Content starts

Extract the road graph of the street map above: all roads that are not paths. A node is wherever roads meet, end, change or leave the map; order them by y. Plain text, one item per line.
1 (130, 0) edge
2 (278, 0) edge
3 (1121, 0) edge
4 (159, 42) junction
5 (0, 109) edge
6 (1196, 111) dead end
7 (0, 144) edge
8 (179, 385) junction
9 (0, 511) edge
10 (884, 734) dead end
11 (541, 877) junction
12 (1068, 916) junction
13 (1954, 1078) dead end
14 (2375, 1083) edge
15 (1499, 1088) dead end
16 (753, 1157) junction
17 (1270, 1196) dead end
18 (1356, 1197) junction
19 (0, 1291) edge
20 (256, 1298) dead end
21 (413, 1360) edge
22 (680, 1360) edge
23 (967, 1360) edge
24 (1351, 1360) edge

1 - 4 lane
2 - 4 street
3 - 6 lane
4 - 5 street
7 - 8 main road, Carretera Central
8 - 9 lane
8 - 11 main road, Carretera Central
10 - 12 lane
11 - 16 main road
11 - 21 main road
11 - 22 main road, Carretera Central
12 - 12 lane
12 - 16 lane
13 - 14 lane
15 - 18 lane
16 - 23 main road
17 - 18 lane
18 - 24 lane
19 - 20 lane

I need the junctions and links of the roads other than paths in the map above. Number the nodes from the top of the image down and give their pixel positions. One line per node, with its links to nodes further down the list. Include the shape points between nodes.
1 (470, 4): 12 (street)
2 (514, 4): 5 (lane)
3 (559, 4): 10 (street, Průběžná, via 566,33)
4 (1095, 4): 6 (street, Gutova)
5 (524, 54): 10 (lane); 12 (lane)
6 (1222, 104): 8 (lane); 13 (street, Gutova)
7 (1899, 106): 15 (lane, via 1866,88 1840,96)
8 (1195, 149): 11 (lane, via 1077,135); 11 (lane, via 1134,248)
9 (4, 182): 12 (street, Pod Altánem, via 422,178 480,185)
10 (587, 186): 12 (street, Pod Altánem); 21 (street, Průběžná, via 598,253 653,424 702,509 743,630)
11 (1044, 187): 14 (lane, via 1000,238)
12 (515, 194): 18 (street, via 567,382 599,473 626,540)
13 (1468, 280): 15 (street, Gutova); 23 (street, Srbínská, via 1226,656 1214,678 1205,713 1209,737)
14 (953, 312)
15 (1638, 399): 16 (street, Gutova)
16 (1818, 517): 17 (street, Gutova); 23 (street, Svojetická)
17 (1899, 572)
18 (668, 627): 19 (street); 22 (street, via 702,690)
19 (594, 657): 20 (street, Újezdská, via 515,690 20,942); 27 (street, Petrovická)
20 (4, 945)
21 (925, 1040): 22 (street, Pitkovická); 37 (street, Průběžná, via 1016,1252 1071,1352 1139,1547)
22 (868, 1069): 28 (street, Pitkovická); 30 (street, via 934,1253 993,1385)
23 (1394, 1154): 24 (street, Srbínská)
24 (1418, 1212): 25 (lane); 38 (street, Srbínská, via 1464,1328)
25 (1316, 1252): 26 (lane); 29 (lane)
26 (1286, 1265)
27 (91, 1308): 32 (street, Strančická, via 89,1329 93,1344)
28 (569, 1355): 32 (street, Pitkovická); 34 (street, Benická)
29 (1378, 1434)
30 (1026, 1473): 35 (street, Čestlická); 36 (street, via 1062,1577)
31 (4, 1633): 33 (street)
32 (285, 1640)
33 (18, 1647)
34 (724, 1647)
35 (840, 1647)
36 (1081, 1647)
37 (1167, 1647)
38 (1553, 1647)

Content ends

YOUR GOAL:
Each line holding "dead" should be copied from the material above.

EXERCISE OUTPUT:
6 (1196, 111) dead end
10 (884, 734) dead end
13 (1954, 1078) dead end
15 (1499, 1088) dead end
17 (1270, 1196) dead end
20 (256, 1298) dead end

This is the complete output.